Saved entries
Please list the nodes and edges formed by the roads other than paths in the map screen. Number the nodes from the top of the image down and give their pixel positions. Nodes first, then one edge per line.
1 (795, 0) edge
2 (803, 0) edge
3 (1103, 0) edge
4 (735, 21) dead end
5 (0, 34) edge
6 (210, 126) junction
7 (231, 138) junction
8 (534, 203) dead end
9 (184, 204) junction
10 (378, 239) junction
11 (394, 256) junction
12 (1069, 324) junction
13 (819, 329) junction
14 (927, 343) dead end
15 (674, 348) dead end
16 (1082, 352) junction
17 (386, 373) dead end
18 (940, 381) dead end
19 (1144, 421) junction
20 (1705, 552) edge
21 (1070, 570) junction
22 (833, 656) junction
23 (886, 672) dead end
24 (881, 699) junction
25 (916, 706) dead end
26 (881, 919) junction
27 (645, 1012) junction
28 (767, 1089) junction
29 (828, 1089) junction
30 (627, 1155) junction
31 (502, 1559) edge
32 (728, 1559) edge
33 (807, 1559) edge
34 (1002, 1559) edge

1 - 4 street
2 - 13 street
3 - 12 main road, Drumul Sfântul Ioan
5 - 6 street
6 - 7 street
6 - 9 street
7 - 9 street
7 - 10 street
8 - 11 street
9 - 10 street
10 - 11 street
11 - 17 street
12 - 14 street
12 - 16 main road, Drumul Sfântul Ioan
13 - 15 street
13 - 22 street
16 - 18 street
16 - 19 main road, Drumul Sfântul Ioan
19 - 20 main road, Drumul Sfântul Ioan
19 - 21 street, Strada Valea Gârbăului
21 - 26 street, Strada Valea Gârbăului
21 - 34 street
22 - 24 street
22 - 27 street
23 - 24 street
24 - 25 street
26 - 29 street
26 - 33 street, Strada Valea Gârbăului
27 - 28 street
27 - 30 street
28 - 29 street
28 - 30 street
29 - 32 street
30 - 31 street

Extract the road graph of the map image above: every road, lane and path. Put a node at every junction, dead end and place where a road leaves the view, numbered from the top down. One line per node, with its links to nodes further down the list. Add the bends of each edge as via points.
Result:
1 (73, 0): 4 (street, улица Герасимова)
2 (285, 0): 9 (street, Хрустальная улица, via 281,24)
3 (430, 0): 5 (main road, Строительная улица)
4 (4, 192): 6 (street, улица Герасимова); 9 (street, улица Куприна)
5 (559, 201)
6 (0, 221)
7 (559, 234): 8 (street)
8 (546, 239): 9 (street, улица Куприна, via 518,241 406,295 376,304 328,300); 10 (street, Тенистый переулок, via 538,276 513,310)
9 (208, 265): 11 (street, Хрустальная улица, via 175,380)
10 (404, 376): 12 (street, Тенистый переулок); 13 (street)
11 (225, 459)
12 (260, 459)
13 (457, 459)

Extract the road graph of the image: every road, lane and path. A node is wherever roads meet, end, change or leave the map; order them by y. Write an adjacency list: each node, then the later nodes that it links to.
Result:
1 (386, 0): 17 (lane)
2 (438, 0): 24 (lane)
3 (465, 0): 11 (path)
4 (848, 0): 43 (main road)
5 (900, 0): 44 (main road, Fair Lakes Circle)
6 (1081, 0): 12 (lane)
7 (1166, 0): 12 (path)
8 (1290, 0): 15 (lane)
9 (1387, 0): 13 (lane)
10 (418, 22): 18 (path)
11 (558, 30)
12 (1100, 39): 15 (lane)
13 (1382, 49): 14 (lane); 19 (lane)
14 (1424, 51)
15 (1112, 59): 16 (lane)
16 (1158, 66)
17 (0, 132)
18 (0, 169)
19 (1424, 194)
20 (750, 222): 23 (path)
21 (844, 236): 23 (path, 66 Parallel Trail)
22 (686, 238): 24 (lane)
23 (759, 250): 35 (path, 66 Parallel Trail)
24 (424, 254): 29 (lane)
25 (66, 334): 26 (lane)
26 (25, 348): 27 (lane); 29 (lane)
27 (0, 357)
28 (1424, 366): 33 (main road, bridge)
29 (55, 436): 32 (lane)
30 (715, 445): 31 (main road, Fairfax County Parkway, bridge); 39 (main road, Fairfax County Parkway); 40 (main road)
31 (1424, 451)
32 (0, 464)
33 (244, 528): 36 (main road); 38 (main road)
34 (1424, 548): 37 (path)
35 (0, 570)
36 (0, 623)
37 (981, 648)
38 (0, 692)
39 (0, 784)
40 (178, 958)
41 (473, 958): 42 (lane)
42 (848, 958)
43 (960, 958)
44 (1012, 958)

[What is expected] Show all lines from the entries that hold "graph".

[Task answer]
Extract the road graph of the map image above: every road, lane and path. Put a node at every junction, dead end and place where a road leaves the view, numbered from the top down. One line per node, with its links to nodes further down the list. Add the bends of each edge as via points.
Extract the road graph of the image: every road, lane and path. A node is wherever roads meet, end, change or leave the map; order them by y. Write an adjacency list: each node, then the later nodes that it links to.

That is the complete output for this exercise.